===== EXERCISE MATERIALS
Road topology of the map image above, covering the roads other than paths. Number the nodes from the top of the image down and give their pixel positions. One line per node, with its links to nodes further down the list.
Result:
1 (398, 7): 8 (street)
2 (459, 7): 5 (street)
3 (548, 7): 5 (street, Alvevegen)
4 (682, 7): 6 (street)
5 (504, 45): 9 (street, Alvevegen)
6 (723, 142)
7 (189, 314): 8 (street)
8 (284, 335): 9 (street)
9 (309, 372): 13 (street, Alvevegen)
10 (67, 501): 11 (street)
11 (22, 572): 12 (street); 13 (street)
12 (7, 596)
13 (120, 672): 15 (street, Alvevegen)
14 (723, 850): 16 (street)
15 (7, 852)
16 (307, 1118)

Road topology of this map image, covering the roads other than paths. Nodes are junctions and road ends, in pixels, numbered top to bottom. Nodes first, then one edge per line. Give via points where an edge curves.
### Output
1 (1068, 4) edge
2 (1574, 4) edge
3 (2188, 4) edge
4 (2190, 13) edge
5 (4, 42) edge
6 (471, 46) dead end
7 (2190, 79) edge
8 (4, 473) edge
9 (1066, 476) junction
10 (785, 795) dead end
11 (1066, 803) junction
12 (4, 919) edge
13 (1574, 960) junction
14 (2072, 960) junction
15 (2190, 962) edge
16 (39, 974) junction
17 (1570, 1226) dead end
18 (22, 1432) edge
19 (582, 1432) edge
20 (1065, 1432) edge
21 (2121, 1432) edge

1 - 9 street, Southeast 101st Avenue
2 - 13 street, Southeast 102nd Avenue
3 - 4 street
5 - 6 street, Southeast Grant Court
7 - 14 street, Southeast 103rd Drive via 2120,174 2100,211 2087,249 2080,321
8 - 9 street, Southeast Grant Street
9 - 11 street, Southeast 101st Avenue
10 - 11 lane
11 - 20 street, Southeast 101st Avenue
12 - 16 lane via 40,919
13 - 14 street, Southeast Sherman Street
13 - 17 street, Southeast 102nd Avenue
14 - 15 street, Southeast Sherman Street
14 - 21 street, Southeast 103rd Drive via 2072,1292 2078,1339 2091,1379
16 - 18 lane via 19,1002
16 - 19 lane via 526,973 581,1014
==========
▶ TASK DETAILS
The material should be transcribed in full, character for character.

▶ SOLUTION TO THIS TASK
Road topology of the map image above, covering the roads other than paths. Number the nodes from the top of the image down and give their pixel positions. One line per node, with its links to nodes further down the list.
Result:
1 (398, 7): 8 (street)
2 (459, 7): 5 (street)
3 (548, 7): 5 (street, Alvevegen)
4 (682, 7): 6 (street)
5 (504, 45): 9 (street, Alvevegen)
6 (723, 142)
7 (189, 314): 8 (street)
8 (284, 335): 9 (street)
9 (309, 372): 13 (street, Alvevegen)
10 (67, 501): 11 (street)
11 (22, 572): 12 (street); 13 (street)
12 (7, 596)
13 (120, 672): 15 (street, Alvevegen)
14 (723, 850): 16 (street)
15 (7, 852)
16 (307, 1118)

Road topology of this map image, covering the roads other than paths. Nodes are junctions and road ends, in pixels, numbered top to bottom. Nodes first, then one edge per line. Give via points where an edge curves.
### Output
1 (1068, 4) edge
2 (1574, 4) edge
3 (2188, 4) edge
4 (2190, 13) edge
5 (4, 42) edge
6 (471, 46) dead end
7 (2190, 79) edge
8 (4, 473) edge
9 (1066, 476) junction
10 (785, 795) dead end
11 (1066, 803) junction
12 (4, 919) edge
13 (1574, 960) junction
14 (2072, 960) junction
15 (2190, 962) edge
16 (39, 974) junction
17 (1570, 1226) dead end
18 (22, 1432) edge
19 (582, 1432) edge
20 (1065, 1432) edge
21 (2121, 1432) edge

1 - 9 street, Southeast 101st Avenue
2 - 13 street, Southeast 102nd Avenue
3 - 4 street
5 - 6 street, Southeast Grant Court
7 - 14 street, Southeast 103rd Drive via 2120,174 2100,211 2087,249 2080,321
8 - 9 street, Southeast Grant Street
9 - 11 street, Southeast 101st Avenue
10 - 11 lane
11 - 20 street, Southeast 101st Avenue
12 - 16 lane via 40,919
13 - 14 street, Southeast Sherman Street
13 - 17 street, Southeast 102nd Avenue
14 - 15 street, Southeast Sherman Street
14 - 21 street, Southeast 103rd Drive via 2072,1292 2078,1339 2091,1379
16 - 18 lane via 19,1002
16 - 19 lane via 526,973 581,1014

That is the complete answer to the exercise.